## Source records
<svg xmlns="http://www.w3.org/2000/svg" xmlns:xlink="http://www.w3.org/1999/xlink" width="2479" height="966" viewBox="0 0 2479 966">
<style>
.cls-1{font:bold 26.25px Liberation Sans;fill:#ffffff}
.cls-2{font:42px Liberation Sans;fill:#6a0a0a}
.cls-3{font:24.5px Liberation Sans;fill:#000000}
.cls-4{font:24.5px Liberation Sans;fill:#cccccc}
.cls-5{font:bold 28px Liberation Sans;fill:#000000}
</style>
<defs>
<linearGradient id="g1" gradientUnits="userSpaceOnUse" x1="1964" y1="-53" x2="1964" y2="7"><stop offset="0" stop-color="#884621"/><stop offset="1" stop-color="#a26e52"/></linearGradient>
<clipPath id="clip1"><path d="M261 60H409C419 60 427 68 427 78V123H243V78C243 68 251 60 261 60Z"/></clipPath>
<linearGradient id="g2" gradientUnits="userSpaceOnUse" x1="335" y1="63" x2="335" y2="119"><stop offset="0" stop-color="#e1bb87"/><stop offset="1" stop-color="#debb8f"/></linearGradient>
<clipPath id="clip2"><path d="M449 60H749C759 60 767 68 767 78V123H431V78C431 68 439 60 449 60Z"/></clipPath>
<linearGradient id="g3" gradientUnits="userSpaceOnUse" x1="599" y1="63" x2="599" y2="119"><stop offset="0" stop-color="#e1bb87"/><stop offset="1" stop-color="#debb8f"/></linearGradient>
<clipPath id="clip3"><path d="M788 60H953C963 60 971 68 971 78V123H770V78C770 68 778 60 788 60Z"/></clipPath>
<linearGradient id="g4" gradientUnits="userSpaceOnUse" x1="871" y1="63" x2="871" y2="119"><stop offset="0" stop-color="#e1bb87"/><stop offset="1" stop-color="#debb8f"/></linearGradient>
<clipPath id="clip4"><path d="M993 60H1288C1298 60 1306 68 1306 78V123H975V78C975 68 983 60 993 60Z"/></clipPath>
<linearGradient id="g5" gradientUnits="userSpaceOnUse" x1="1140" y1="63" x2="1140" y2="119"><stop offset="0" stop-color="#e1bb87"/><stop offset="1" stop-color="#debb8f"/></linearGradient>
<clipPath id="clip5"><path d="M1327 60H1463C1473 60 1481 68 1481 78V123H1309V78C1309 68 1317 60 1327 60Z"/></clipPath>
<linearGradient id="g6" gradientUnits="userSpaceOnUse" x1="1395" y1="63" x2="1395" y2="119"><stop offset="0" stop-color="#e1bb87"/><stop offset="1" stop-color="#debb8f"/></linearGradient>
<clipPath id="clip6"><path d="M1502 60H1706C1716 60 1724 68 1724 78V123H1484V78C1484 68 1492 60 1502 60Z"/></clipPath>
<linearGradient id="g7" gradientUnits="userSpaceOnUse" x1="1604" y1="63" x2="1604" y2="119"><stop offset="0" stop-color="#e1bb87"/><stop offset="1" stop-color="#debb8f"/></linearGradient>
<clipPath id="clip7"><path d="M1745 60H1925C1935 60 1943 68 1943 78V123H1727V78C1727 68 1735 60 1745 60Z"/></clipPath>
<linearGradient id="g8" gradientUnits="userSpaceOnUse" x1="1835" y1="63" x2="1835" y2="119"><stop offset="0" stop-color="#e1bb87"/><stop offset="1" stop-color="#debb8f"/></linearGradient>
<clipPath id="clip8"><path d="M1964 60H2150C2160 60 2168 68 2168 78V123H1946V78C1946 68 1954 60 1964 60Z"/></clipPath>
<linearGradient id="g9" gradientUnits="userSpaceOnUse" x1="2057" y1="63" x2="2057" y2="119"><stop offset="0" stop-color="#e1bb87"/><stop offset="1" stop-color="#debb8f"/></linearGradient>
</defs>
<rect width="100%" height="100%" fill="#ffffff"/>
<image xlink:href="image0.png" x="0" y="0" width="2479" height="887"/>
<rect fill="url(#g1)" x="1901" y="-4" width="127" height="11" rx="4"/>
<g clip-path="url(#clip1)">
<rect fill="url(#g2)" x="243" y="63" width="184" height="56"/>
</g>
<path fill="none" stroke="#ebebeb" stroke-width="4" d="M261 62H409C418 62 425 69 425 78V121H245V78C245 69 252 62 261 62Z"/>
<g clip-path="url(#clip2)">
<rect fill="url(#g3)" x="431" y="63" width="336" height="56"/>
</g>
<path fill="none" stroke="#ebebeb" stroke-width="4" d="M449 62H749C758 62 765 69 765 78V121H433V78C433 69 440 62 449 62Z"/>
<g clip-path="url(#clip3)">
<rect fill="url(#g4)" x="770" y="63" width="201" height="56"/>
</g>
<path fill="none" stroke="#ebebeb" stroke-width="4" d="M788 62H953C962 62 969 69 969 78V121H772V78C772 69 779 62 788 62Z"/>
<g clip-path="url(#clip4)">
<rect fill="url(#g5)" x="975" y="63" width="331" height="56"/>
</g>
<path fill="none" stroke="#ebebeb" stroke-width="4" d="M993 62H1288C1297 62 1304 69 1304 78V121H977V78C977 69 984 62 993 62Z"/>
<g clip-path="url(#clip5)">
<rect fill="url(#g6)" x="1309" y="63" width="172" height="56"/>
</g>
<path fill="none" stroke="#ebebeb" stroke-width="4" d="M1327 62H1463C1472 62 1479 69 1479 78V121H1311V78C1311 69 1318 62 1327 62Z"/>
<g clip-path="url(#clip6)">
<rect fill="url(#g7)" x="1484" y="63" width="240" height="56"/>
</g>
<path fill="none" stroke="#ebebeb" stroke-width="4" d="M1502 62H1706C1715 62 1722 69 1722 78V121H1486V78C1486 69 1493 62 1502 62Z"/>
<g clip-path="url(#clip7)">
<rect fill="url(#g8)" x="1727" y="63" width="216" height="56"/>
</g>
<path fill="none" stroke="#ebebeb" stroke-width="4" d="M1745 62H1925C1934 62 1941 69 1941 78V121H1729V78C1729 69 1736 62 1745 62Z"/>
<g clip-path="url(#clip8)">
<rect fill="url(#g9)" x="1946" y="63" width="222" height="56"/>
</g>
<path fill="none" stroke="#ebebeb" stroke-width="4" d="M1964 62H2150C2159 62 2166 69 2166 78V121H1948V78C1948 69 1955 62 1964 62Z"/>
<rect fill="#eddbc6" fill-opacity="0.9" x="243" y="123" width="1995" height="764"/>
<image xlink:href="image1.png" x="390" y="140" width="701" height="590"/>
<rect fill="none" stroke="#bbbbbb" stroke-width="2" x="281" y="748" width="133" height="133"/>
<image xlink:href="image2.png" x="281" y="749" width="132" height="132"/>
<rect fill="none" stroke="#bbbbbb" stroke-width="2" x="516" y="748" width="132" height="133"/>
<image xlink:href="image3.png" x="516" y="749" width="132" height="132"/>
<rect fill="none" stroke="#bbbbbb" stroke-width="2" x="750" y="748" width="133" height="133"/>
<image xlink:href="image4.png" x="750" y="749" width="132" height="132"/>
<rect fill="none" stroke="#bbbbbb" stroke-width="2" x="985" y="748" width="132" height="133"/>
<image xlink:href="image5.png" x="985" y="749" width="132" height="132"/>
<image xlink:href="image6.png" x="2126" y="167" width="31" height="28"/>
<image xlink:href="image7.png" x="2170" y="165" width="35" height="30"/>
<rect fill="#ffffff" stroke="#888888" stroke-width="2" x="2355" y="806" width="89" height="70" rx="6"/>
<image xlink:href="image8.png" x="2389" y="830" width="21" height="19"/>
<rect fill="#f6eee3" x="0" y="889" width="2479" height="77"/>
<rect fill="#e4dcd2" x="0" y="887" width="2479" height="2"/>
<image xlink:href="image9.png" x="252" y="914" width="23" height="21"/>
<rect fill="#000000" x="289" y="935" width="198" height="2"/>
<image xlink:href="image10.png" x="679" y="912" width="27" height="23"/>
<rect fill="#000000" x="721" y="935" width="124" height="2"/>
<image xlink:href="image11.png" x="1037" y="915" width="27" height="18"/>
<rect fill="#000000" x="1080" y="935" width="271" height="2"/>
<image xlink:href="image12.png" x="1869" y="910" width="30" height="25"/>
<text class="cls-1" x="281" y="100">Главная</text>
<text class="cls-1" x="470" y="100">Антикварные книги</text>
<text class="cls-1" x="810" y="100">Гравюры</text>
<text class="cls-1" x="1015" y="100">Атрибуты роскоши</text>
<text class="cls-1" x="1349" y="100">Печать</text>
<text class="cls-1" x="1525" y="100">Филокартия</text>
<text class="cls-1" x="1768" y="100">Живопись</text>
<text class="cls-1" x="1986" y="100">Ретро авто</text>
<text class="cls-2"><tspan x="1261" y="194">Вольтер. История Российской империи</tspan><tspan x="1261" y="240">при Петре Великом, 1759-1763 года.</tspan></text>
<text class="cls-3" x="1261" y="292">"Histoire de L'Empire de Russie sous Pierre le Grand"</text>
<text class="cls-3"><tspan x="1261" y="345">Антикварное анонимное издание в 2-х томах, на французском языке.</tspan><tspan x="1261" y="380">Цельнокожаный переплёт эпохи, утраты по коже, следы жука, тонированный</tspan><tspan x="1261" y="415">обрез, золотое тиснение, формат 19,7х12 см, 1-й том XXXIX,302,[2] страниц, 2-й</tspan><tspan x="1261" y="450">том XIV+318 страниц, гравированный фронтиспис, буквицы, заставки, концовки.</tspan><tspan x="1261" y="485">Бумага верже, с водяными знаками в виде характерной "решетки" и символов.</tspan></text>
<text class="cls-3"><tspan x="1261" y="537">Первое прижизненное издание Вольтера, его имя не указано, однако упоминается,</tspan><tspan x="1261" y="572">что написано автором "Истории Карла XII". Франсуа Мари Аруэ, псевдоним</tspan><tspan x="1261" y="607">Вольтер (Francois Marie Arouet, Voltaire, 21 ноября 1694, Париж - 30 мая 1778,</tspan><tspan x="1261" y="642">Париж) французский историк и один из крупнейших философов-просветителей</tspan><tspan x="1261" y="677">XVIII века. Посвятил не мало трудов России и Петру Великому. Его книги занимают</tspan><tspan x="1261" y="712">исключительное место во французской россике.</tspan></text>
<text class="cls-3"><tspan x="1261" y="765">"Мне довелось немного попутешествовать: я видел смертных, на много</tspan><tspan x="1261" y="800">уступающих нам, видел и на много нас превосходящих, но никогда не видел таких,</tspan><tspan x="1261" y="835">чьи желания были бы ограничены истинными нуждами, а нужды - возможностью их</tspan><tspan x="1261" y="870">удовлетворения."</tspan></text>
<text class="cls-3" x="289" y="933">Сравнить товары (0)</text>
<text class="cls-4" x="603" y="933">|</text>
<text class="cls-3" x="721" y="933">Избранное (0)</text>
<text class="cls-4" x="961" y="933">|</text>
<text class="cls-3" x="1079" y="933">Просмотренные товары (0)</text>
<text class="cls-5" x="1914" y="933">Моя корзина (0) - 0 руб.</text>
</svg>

## What the task asks
Take every line from the data above that holds "Sans" and copy it out.

## Result for this task
.cls-1{font:bold 26.25px Liberation Sans;fill:#ffffff}
.cls-2{font:42px Liberation Sans;fill:#6a0a0a}
.cls-3{font:24.5px Liberation Sans;fill:#000000}
.cls-4{font:24.5px Liberation Sans;fill:#cccccc}
.cls-5{font:bold 28px Liberation Sans;fill:#000000}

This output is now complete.